BEGIN Records provided

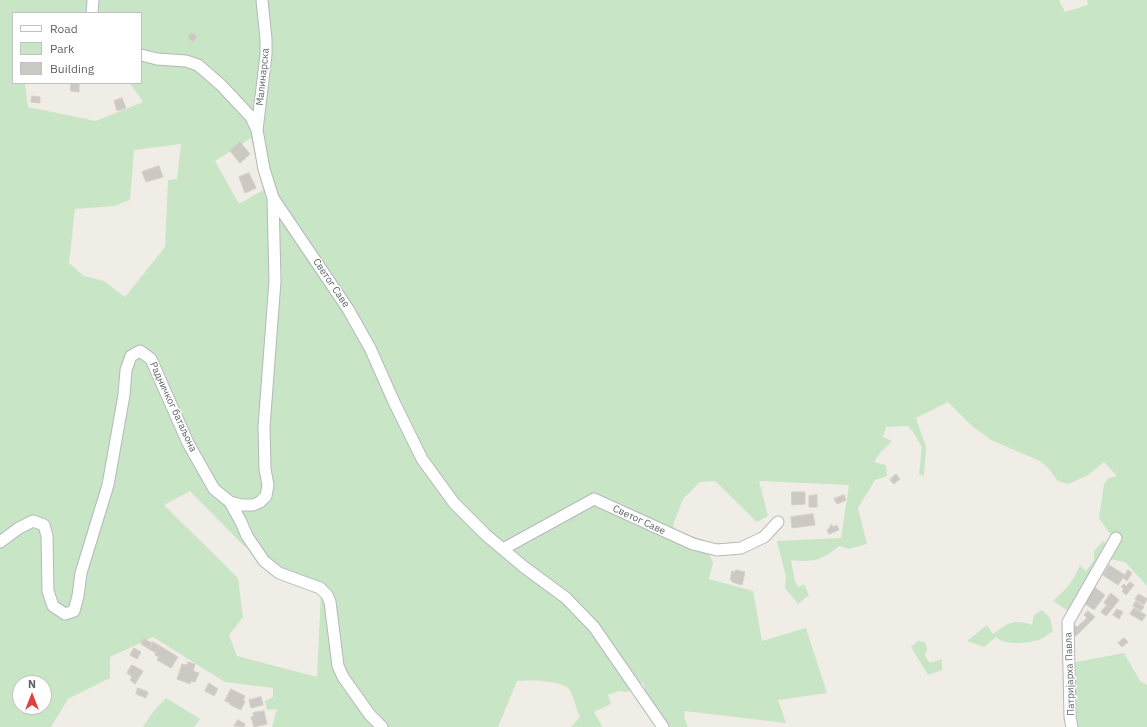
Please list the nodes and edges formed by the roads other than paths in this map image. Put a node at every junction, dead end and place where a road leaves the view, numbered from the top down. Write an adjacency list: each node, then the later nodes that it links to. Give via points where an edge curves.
1 (93, 0): 3 (street)
2 (262, 0): 5 (street, Малинарска, via 266,55)
3 (92, 12)
4 (142, 54): 5 (street, Светог Саве, via 157,59 198,64 251,117)
5 (257, 130): 6 (street, Светог Саве, via 264,169)
6 (273, 198): 7 (street, via 275,281 264,427 268,485 266,496 260,502 253,505); 11 (street, Светог Саве, via 348,309 422,459 454,502)
7 (230, 502): 10 (street, Радничког батаљона, via 214,489 188,443 151,359 140,350 131,356 126,370 108,485 81,573 74,611 65,614 53,606 48,591 47,536 44,525 33,522 19,528); 12 (street, Радничког батаљона, via 247,536 264,561 279,573 320,588 327,595 338,666 370,715)
8 (778, 522): 11 (street, Светог Саве, via 764,537 742,548 717,550 693,544 594,499)
9 (1116, 538): 14 (street, Патријарха Павла, via 1068,622)
10 (0, 542)
11 (502, 549): 13 (street, Светог Саве, via 566,598 594,627)
12 (382, 727)
13 (663, 727)
14 (1072, 727)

END Records provided

Restate the listing above word for word, and skip the pictures.

* [Answer to this exercise]:
Please list the nodes and edges formed by the roads other than paths in this map image. Put a node at every junction, dead end and place where a road leaves the view, numbered from the top down. Write an adjacency list: each node, then the later nodes that it links to. Give via points where an edge curves.
1 (93, 0): 3 (street)
2 (262, 0): 5 (street, Малинарска, via 266,55)
3 (92, 12)
4 (142, 54): 5 (street, Светог Саве, via 157,59 198,64 251,117)
5 (257, 130): 6 (street, Светог Саве, via 264,169)
6 (273, 198): 7 (street, via 275,281 264,427 268,485 266,496 260,502 253,505); 11 (street, Светог Саве, via 348,309 422,459 454,502)
7 (230, 502): 10 (street, Радничког батаљона, via 214,489 188,443 151,359 140,350 131,356 126,370 108,485 81,573 74,611 65,614 53,606 48,591 47,536 44,525 33,522 19,528); 12 (street, Радничког батаљона, via 247,536 264,561 279,573 320,588 327,595 338,666 370,715)
8 (778, 522): 11 (street, Светог Саве, via 764,537 742,548 717,550 693,544 594,499)
9 (1116, 538): 14 (street, Патријарха Павла, via 1068,622)
10 (0, 542)
11 (502, 549): 13 (street, Светог Саве, via 566,598 594,627)
12 (382, 727)
13 (663, 727)
14 (1072, 727)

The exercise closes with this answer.